I was up, packed and all set to leave, when I got a call from the Radisson at 8am to say that my hat had just been delivered – hurrah! – so I asked my taxi to stop at the hotel on the way to the airport. Happily reunited with my Ecuadorian straw hat, I flew up to Singapore and caught up on my in-flight movies (Philomena, About Time and Dallas Buyers’ Club). I dragged my bags to the far end of Changi airport and queued for ages to collect my free Changi Dollars, only to be told I wasn’t eligible as I had booked my Singapore Airlines ticket via an agent, rather than direct from their website. Humph. I just about had time left for some noodles, which I ate at the gate before boarding my last flight down to Bali.
It cost me USD $25 for a 30-day Visa on arrival in Denpassar, which I can get extended once in Lombok to cover me for 60 days in Indonesia. Unfortunately, my flights back home are in 63 days, due to a slight oversight when I made the booking. Had I been able to get the 60-day visa in Australia and then extend it for 30 days, it would not have been a problem. As it is, I’ll have two months to work out whether I want to stay longer and get a job as a Divemaster after the training, or just bring my flight to Singapore forwards by a couple of days.
Christina’s flight arrived an hour or so later and we got a taxi up to Ubud, about an hour north of the airport. I was excited to be back in Ubud, having spent such a lovely week here last year. We had decided to treat ourselves to a nice spa hotel, still within walking distance of the town, but isolated enough to be peaceful. It turned out to be very well hidden and our taxi had to do two circuits of the town and ask for directions before we found the narrow driveway off the main road.

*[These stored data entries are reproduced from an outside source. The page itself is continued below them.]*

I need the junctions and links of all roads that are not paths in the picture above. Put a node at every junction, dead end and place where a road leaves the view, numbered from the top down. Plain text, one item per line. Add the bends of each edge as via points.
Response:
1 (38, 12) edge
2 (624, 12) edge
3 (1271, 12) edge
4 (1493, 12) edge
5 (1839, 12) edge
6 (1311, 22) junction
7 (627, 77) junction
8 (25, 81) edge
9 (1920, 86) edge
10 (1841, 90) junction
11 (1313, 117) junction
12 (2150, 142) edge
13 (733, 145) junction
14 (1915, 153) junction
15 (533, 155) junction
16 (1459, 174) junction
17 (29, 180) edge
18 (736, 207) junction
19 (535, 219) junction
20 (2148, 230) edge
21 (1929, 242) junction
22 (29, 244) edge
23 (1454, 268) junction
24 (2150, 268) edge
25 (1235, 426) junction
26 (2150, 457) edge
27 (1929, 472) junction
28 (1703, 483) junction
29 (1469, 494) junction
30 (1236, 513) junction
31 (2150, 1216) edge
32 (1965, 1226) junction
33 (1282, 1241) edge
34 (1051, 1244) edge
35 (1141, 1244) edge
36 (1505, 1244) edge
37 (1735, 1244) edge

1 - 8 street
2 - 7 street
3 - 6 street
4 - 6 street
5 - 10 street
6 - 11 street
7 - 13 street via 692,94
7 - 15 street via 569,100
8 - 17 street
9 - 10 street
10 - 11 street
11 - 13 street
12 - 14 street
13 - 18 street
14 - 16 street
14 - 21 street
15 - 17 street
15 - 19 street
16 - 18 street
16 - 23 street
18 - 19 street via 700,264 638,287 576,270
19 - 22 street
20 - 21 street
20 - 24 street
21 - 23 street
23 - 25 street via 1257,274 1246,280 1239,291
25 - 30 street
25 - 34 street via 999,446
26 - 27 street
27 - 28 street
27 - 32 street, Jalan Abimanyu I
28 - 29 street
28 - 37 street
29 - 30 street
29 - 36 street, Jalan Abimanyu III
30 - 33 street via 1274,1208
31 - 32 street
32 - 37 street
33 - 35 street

The centre of Ubud is essentially a big looping ring road with buildings and narrow alleys along both sides, while the centre of the ring is open countryside, made up of rice paddies and small gardens. Many of the hotels have very narrow doorways onto the main road, but become long meandering plots of land that weave their way back. Cendana Spa was one of these, which is what made it so difficult to find. The taxi squeezed in through a narrow gateway, which lead into a wider driveway behind the first row of buildings. The hotel reception was a raised platform, open on two sides, with a woven roof supported by dark heavy wooden pillars. Once we had checked in and enjoyed our welcome glass of chilled fruit juice, we followed the pebbled pathway away from the drive, around a corner, past a swimming pool, around another corner, along past the open-sided restaurant and another pool, before finally squeezing between two buildings and climbing the stairs to our room. We had the whole top floor to ourselves. The entrance hallway to our room held a large walk-in bathroom with swinging saloon doors. The main room had beautiful twin beds with 4-poster canopies made of thick bamboo poles, with solid dark wooden tables and wardrobe. The walls and ceiling were covered in bamboo matting woven into intricate designs. We had a small fridge in the corner, next to the patio doors leading out onto our private balcony. Outside, we had more chunky bamboo furniture with deep cushions. It cried out for us to sit for a while and enjoy a cold beer… which we did.
The next morning we had breakfast and lazed around by the pool. Ubud covers quite a steep slope, so the rice paddies in the centre are built over a series of terraces. Because the hotel was slightly higher than the closest paddies, they’d created and infinity pool effect along that side, allowing the water to overflow and hide the edge. Once in the water, it looked like you could swim right over to the trees on the far side of the paddies.
We eventually got hungry enough to leave the hotel, so I tried to take Christina to the amazing Baba Gulung restaurant that Sukio took us to at the end of the Intrepid trip last year. I found the right road and recognised the place that Lynda, Chris and I had our cooking lesson. The restaurant should have been next door but there was something completely different there now. I managed to tell someone what we were looking for and we were directed further up the street. I remembered that the restaurant had been one of two, as Chris and Lynda had gone to the wrong one last time, so off we went. We found the sign and followed the directions down a very long, winding alley. I had waxed lyrical about the delicious suckling pig we’d had last year, so good we’d gone back twice more to the same place, so I was really looking forward to trying it again. By the time we eventually found the restaurant, it was nearly 3pm and the place was half empty. We hovered around by the door for a while before the waiter reluctantly sat us down. It was nothing like the warm welcome I remembered, which was a bit off putting. Eventually, after a stilted conversation, we finally understood that we’d arrived too late and most of the pig was already gone. All they had left were some vegetables and a few small pieces of pork, but none of the crackling and or side dishes. Mental note for next time – get there early if you want suckling pig.
We found another restaurant with a first floor terrace where we could watch the activity in the street below us. The Balinese were preparing for their traditional New Year festival. They build enormous figures of their assorted animal deities which get paraded through the streets before being set alight. We watched the construction and decoration of one of these figures – some kind of boar with devil’s horns – while we ate traditional satay and nasi goreng. The heavens opened with an incredible downpour, which encouraged us to stay put a little longer, but after an hour there was no sign of it letting up, so we walked back in the rain. We may have got soaked, but at least it was warm!